Max Stirner on the Path of Doubt examines Stirner's incisive
criticism of his contemporaries during the period from the death of
Hegel, in 1831, to the 1848 German Revolution. Stirner's work,
mainly the Ego and His Own, considered each of the major figures
within that German school known as "The Young Hegelians." Lawrence
S. Stepelevich argues that for Stirner, they were but "pious
atheists," and their common revolutionary ideology concealed an
ancient religious ground - which Stirner set about to reveal.
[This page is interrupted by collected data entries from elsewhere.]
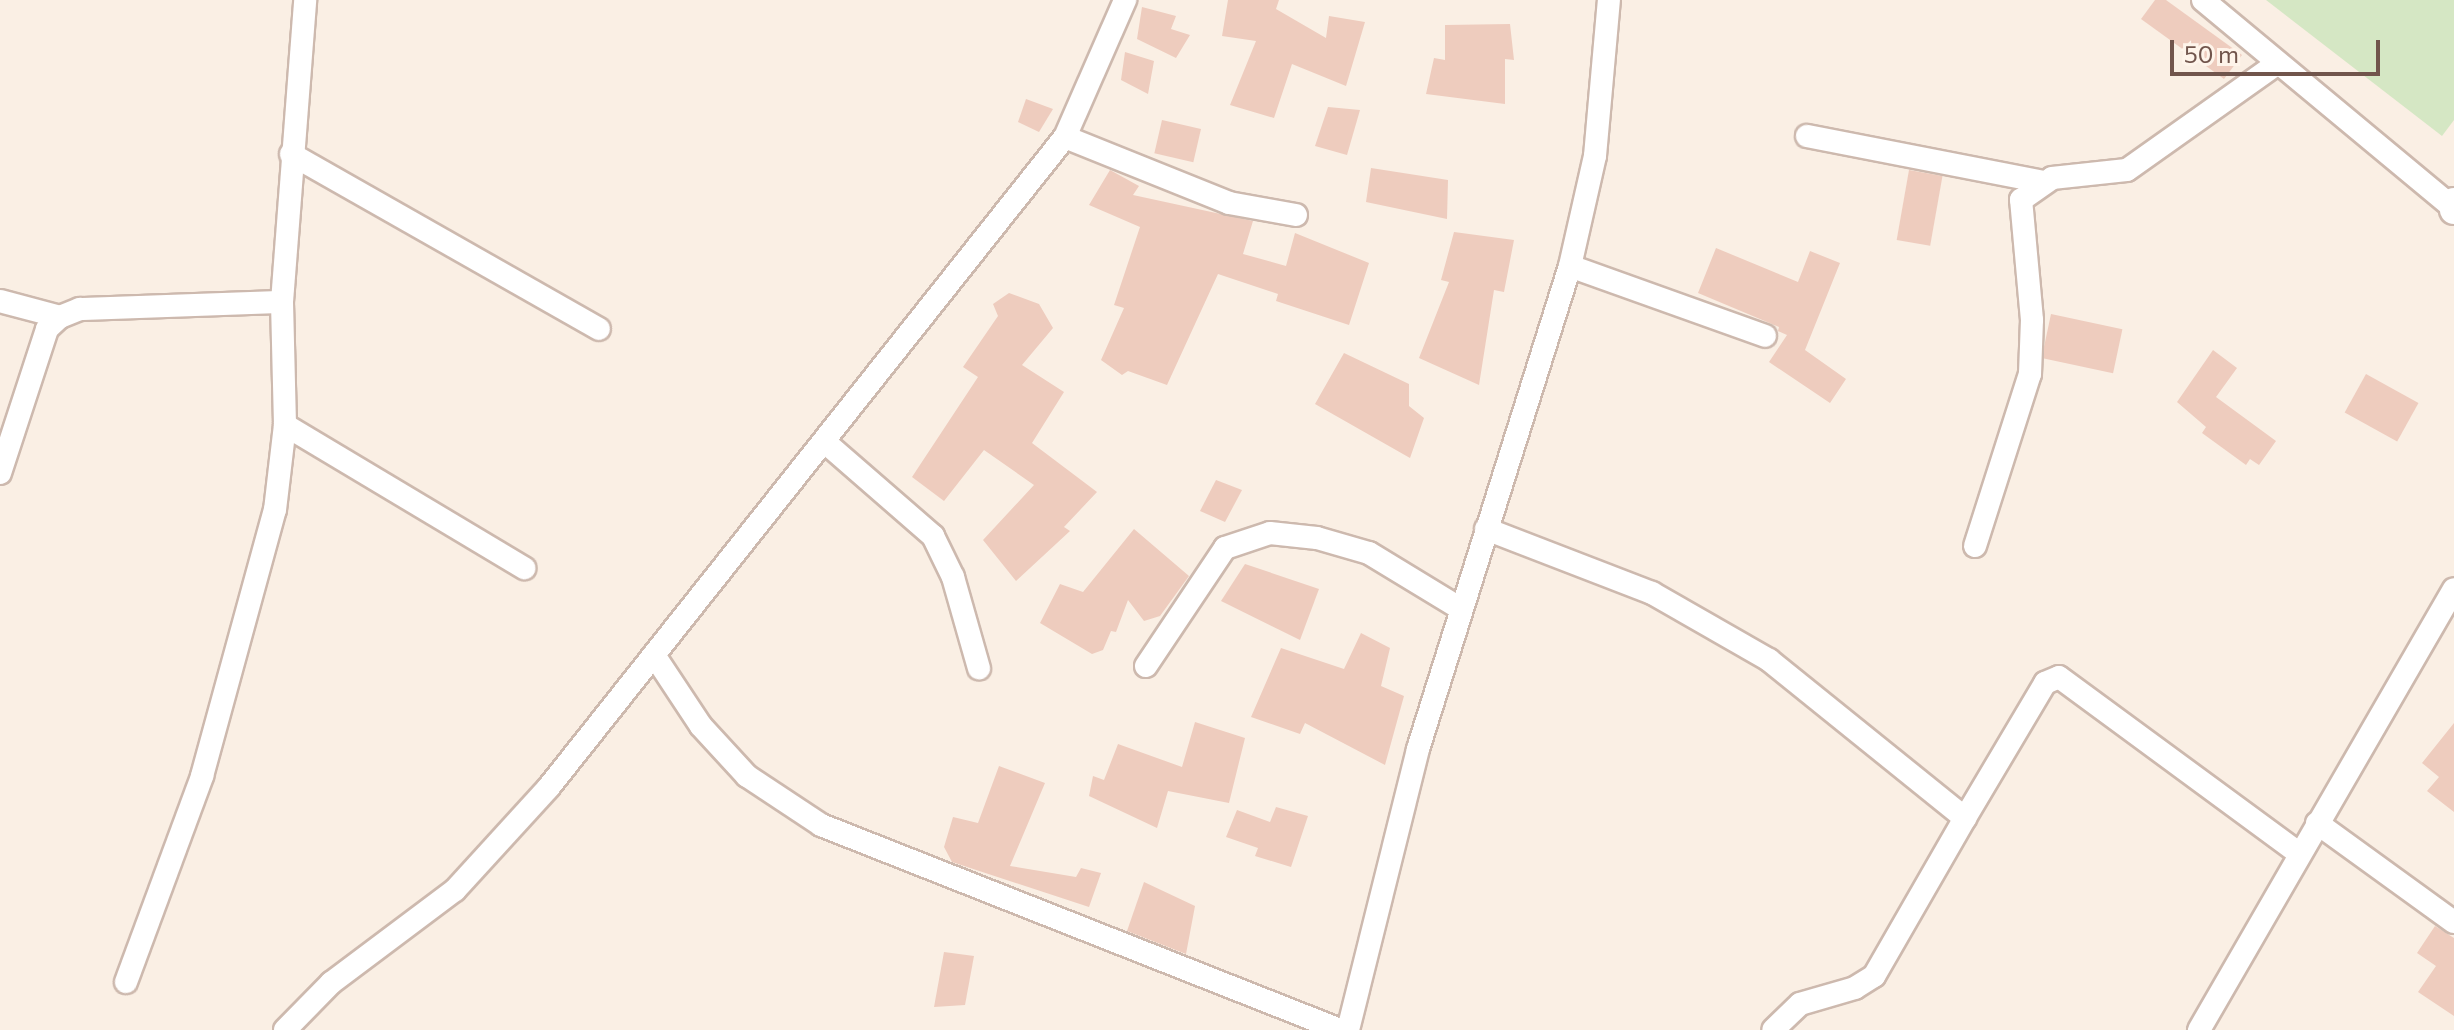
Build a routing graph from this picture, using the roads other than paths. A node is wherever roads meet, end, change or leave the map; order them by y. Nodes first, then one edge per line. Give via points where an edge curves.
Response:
1 (305, 0) edge
2 (1125, 0) edge
3 (1609, 0) edge
4 (2203, 0) edge
5 (2278, 63) junction
6 (1807, 136) dead end
7 (1065, 137) junction
8 (291, 154) junction
9 (2044, 182) junction
10 (2453, 206) edge
11 (1296, 215) dead end
12 (1570, 266) junction
13 (0, 301) edge
14 (282, 302) junction
15 (60, 317) junction
16 (599, 329) dead end
17 (1765, 336) dead end
18 (285, 425) junction
19 (826, 443) junction
20 (0, 473) edge
21 (1486, 529) junction
22 (1975, 546) dead end
23 (524, 568) dead end
24 (2454, 589) edge
25 (1461, 609) junction
26 (654, 655) junction
27 (1146, 666) dead end
28 (979, 668) dead end
29 (1965, 818) junction
30 (2317, 823) junction
31 (2300, 854) junction
32 (2454, 922) edge
33 (126, 982) dead end
34 (285, 1030) edge
35 (1340, 1030) edge
36 (1348, 1030) edge
37 (1773, 1030) edge
38 (2199, 1030) edge

1 - 8 street
2 - 7 street
3 - 12 street via 1595,156
4 - 5 street
5 - 9 street via 2127,170
5 - 10 street
6 - 9 street
7 - 11 street via 1229,203
7 - 19 street
8 - 14 street
8 - 16 street
9 - 22 street via 2021,200 2032,320 2030,374
12 - 17 street
12 - 21 street
13 - 15 street
14 - 15 street via 80,309
14 - 18 street
15 - 20 street via 47,329
18 - 23 street
18 - 33 street via 275,510 202,776
19 - 26 street
19 - 28 street via 933,536 953,577
21 - 25 street
21 - 29 street via 1652,593 1769,660
24 - 30 street
25 - 27 street via 1369,553 1317,538 1270,533 1225,548
25 - 36 street via 1418,749
26 - 34 street via 549,787 455,890 331,983
26 - 35 street via 701,726 747,776 821,825
29 - 31 street via 2045,683 2059,677
29 - 37 street via 1874,976 1855,988 1800,1004
30 - 31 street
30 - 32 street
31 - 38 street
The
central doctrine of this school, that Mankind was its own Savior,
was initiated in 1835 by the theologian, David F. Strauss's in his
Life of Jesus , and it progressed with August von Cieszkowski's
mystical recasting of history, followed by Bruno Bauer's absolute
atheism and Ludwig Feuerbach's statement that "Man is God." This
soon found reflection in the "Sacred History of Mankind" declared
by Moses Hess. Within a decade, the result was the secular
reformulation of this theological ideology into the "Scientific
Socialism" of Karl Marx and Frederick Engels. Although linked to
it, Max Stirner was the most relentless and feared critic of this
school. His work, never out of print, but largely ignored by
academics, has inspired countless "individualists" set upon
rejecting any form of religious or political "causes," and finding
Stirner's assertion that he had "set his cause upon nothing" took
this as their own cause.
The course of Western philosophy has been profoundly altered by the
philosophy of Hegel. The first of those who set about the
transforming and revisioning of the world according to Hegel's
dialectical theory were called "The Young Hegelians". Today, the
most recognised names among them are Karl Marx and Friedrich
Engels, but in their own age each of the Young Hegelians shared an
equal notoriety. Each in turn, from Strauss with his reduction of
the historical Jesus into a Messianic myth, to Stirner with his
uncompromising egoism, shocked every cultural convention of their
age. The aftershocks of their unrestrained criticism have forever
altered the topography of our own. "The Young Hegelians" retrieves
some of the central writings of that troubling generation.